What you are asked to do: Could you copy each line of the listing below that has the word "Avenue"?

Recorded data:
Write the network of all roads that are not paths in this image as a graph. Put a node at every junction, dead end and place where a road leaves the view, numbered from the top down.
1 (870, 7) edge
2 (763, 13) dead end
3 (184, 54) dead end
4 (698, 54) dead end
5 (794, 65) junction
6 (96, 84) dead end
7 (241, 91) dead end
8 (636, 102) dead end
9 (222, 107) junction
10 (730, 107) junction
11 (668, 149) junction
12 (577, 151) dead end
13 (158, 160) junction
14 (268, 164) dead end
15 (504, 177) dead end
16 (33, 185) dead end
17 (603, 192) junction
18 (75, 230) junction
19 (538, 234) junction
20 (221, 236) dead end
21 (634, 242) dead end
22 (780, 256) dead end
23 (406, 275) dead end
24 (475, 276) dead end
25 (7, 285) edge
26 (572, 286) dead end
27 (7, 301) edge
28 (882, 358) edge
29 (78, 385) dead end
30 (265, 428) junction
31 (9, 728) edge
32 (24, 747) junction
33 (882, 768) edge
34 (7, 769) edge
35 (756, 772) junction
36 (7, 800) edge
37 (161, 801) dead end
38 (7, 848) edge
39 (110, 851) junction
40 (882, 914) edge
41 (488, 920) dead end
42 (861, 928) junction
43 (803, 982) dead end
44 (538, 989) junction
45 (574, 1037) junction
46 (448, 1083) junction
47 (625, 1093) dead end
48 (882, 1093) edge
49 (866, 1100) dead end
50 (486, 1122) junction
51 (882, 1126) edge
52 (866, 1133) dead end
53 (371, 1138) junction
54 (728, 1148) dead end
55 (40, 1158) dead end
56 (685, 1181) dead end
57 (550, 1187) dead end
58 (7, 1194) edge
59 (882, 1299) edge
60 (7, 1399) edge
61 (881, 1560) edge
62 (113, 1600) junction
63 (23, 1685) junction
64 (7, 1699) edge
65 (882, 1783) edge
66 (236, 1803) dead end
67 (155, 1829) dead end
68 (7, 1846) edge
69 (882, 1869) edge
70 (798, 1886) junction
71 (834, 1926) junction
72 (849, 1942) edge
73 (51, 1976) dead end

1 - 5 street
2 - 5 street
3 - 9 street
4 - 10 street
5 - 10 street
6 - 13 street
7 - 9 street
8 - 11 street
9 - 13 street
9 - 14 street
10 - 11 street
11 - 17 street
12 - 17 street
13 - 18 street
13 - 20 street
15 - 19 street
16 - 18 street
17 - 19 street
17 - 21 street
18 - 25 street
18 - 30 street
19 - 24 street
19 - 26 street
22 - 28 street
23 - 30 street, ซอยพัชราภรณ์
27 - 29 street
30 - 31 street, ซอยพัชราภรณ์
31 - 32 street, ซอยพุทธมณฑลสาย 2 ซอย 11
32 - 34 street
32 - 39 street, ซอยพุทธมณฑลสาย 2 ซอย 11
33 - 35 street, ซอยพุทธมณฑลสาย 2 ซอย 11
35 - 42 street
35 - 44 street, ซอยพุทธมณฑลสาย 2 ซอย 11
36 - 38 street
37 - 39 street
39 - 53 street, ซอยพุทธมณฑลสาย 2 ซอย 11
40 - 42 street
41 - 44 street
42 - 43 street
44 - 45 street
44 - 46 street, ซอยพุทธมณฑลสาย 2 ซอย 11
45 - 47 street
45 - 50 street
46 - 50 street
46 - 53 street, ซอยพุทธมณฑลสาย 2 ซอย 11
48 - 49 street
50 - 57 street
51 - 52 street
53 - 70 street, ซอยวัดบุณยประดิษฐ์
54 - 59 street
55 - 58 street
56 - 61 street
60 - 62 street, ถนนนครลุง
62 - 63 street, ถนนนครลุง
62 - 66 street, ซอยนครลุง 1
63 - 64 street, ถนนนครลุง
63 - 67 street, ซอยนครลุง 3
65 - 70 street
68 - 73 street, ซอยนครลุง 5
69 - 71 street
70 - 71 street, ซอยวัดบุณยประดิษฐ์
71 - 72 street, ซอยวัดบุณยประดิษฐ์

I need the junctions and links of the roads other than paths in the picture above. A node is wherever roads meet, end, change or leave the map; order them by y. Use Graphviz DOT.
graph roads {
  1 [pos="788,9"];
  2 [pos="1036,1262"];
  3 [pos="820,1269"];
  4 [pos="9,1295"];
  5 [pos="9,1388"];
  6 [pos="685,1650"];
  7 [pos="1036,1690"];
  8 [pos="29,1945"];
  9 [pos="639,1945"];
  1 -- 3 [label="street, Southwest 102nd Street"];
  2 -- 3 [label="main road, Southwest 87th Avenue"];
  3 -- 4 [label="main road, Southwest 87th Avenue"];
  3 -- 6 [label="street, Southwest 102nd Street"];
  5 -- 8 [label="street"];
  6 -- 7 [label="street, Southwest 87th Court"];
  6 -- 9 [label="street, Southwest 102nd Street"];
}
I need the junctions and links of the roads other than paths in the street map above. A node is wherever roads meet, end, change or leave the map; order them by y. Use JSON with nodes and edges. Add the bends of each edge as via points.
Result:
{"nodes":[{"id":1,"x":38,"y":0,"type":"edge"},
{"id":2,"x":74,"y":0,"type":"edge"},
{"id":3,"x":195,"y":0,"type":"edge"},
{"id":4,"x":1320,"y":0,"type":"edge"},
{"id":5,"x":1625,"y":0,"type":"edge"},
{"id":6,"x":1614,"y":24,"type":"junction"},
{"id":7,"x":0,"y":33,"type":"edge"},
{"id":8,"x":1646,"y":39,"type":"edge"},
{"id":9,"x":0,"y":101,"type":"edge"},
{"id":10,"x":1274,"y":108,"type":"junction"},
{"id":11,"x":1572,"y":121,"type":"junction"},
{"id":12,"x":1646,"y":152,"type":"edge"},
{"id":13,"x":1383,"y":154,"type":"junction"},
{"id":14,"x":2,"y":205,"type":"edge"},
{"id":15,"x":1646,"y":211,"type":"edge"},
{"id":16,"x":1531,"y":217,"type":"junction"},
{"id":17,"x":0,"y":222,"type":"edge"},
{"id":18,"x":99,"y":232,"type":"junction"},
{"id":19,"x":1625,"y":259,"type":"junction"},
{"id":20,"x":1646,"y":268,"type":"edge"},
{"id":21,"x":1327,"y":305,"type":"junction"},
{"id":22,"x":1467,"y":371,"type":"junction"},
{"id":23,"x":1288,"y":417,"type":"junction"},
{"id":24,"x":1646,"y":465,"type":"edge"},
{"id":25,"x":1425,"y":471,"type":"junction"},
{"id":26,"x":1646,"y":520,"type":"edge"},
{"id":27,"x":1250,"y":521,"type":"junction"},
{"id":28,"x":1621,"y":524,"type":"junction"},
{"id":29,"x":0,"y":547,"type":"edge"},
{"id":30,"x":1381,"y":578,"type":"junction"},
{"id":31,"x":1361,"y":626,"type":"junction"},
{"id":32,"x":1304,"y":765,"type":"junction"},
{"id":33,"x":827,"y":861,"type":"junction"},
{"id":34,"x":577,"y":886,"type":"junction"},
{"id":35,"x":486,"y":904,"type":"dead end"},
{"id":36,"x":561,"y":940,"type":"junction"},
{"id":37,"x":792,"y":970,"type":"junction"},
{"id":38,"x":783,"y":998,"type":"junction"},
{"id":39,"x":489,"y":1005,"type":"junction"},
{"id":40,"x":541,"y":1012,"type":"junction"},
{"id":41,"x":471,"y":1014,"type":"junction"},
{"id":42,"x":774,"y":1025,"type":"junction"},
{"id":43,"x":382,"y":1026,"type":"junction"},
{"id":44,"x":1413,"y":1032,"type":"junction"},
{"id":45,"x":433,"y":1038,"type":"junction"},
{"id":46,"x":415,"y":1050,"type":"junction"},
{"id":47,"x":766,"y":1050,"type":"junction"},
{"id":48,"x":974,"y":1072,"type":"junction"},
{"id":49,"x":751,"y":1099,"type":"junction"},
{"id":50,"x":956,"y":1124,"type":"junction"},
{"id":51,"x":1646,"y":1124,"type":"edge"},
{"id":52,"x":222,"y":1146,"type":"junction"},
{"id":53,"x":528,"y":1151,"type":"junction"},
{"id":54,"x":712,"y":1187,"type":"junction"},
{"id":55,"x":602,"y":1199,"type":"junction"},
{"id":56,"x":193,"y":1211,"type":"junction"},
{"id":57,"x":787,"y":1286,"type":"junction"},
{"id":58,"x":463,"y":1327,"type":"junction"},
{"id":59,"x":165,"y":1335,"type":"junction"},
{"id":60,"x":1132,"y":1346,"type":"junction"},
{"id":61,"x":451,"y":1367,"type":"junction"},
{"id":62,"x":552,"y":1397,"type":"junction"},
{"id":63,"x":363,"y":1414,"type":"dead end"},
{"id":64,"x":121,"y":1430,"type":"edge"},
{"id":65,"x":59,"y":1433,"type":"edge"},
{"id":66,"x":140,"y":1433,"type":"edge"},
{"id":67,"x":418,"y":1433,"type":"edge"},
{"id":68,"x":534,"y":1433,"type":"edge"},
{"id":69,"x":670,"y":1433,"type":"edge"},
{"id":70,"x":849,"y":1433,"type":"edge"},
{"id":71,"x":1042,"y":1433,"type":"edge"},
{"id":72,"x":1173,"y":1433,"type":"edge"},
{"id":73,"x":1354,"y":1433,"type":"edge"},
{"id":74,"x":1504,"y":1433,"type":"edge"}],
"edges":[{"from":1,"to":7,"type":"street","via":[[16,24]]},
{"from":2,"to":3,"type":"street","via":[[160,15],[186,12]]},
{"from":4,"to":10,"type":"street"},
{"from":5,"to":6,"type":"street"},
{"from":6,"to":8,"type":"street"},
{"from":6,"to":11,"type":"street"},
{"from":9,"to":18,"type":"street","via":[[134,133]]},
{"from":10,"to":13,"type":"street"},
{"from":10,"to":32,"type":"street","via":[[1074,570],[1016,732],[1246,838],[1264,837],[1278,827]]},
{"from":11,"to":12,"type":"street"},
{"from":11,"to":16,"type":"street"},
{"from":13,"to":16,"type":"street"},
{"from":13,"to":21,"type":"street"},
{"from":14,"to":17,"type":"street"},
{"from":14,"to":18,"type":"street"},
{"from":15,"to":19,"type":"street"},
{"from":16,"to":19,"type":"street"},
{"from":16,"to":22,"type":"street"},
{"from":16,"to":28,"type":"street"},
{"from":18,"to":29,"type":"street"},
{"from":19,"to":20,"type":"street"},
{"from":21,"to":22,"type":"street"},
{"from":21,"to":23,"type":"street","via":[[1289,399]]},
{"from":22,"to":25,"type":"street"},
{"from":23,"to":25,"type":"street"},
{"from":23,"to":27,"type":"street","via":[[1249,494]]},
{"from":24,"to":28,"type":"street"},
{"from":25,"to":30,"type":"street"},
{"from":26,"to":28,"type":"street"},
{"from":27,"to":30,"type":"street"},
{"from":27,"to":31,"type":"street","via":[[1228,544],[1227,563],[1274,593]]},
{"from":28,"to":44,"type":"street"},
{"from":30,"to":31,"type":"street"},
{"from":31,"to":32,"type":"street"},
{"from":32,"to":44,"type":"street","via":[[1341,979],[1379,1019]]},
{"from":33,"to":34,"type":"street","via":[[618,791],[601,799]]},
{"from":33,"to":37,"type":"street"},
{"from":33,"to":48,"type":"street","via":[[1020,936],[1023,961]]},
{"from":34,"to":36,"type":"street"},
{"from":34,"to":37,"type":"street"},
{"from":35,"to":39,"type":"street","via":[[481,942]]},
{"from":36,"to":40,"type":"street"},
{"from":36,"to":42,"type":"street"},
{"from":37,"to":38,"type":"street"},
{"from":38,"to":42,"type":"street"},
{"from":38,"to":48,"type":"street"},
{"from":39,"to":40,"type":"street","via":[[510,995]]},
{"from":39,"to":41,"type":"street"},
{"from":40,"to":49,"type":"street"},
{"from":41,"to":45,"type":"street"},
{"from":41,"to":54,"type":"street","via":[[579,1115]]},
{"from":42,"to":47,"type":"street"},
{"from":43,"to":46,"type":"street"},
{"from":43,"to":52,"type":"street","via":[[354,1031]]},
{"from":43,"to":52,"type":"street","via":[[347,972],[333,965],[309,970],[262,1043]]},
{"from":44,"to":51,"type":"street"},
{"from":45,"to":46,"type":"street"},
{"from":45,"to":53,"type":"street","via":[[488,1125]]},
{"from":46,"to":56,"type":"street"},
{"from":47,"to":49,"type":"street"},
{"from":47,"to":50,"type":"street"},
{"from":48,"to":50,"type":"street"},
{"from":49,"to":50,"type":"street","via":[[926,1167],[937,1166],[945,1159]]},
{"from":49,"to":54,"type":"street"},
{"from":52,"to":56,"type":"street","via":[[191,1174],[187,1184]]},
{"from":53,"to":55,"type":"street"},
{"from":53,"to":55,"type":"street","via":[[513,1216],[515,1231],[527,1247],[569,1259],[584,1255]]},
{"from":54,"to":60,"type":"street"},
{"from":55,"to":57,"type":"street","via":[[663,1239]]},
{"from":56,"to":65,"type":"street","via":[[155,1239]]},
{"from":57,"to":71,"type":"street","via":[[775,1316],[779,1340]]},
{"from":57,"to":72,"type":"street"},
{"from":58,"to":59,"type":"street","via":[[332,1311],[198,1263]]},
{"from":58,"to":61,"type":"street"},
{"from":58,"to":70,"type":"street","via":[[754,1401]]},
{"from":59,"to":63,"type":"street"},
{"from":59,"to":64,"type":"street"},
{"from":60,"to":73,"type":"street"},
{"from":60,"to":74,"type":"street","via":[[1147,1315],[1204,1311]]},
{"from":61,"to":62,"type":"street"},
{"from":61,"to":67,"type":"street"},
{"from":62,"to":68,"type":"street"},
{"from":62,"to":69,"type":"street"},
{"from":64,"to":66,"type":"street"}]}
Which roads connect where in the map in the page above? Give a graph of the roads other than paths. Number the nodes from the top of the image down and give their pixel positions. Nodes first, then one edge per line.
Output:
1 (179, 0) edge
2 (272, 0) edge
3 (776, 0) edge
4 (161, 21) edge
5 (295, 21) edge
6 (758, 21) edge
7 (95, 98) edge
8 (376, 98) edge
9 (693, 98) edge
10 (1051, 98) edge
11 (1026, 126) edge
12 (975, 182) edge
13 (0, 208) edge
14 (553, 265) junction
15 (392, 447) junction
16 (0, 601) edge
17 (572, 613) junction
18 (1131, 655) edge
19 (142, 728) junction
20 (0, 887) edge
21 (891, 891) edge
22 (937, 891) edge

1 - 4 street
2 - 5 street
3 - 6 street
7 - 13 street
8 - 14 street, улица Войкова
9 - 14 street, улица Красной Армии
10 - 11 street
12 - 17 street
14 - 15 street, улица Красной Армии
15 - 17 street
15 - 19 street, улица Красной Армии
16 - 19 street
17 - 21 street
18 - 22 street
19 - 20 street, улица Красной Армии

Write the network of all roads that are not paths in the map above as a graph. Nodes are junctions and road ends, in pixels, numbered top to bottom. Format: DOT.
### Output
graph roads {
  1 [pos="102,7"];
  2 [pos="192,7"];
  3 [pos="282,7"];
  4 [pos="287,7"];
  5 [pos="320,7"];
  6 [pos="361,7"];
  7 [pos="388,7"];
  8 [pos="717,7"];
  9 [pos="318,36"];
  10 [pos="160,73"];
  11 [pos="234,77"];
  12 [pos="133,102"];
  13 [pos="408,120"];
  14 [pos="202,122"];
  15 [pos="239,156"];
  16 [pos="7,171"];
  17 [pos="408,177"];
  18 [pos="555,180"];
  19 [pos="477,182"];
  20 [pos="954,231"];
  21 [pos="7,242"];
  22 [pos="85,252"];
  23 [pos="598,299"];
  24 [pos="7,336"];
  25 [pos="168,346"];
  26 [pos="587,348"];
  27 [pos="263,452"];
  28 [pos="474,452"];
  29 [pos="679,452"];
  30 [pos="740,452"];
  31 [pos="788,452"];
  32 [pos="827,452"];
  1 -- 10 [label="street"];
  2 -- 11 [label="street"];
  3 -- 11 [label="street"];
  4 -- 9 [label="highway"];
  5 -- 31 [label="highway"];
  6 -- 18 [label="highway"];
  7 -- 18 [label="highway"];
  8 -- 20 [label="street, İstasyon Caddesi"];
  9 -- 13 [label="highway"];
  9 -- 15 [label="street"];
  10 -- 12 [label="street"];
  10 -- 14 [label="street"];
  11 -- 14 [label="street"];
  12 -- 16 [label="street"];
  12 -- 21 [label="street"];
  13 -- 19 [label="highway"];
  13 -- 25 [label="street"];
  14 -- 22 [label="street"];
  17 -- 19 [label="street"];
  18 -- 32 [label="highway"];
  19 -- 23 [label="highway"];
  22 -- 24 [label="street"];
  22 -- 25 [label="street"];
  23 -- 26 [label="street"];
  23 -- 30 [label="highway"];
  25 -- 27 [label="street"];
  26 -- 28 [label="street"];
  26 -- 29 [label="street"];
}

Output for this task:
  2 -- 3 [label="main road, Southwest 87th Avenue"];
  3 -- 4 [label="main road, Southwest 87th Avenue"];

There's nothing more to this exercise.